Human immunodeficiency virus (HIV)-based lentiviral vectors expressing viral interleukin-10 (vIL-10) were used to transduce rat cardiac allografts with the aim of extending graft survival. vIL-10 expression was first shown, by RT-PCR, to persist in transduced heart isografts for at least 28 days after transduction. Cardiac transplants were performed in a fully allogeneic rat strain combination (Lewis to DA); allografts transduced by vectors expressing vIL-10 showed significantly prolonged survival (14.5 vs 7.5 days median survival time). Mixed lymphocyte reactions (MLRs) were used to determine the influence, in vitro, of vIL-10 on alloantigen-induced T-cell proliferation. Bioactive vIL-10, produced by DA rat aortic endothelial cells transduced with HIV-PGK-vIL-10, was added to MLRs at different time points and lymphocyte proliferation was assessed by uptake of [3H]thymidine. T-cell proliferation was inhibited by >80% when vIL-10 was added to the MLR at day 1, 2 or 3 of coculture. The inhibitory effect was significantly decreased when addition of vIL-10 was delayed until day 4 or 5 (47 and 35% inhibition, respectively). The extended graft survival time is comparable to that using adenoviral vectors delivering vIL-10 in a similar rat strain combination.
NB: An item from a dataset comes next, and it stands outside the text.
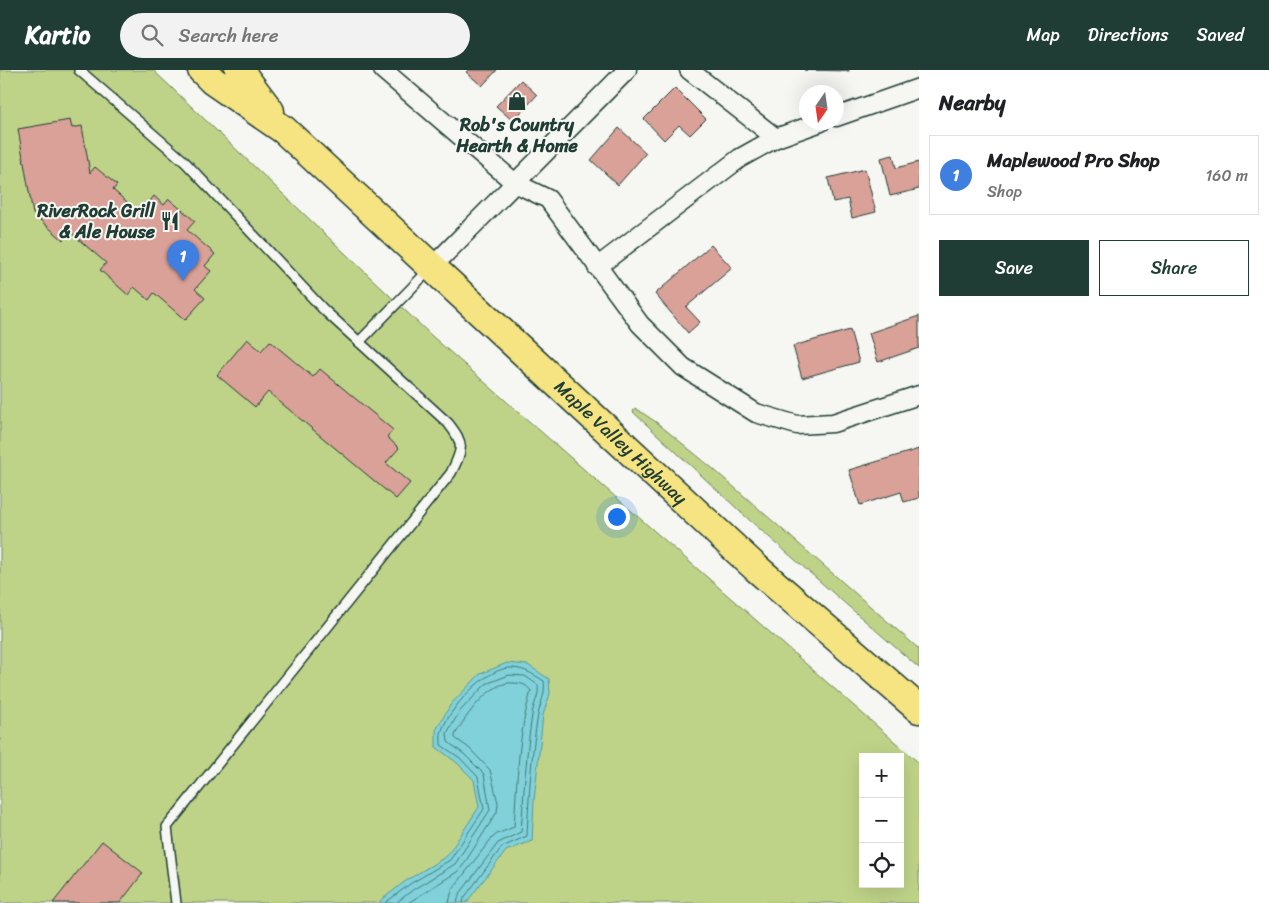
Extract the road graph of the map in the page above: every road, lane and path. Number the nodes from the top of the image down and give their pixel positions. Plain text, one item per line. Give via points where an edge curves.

The limited improvement in survival may be due to lack of inhibition of the early phase of the alloimmune response as suggested by in vitro studies confirming that maximum suppression of the MLR by vIL-10 can only be achieved if the cytokine is present at the initiation of alloimmune recognition. The delay in expression of vIL-10 from the lentiviral vector means that protocols must be developed to suppress the early stages of alloimmune stimulation before vIL-10 is produced.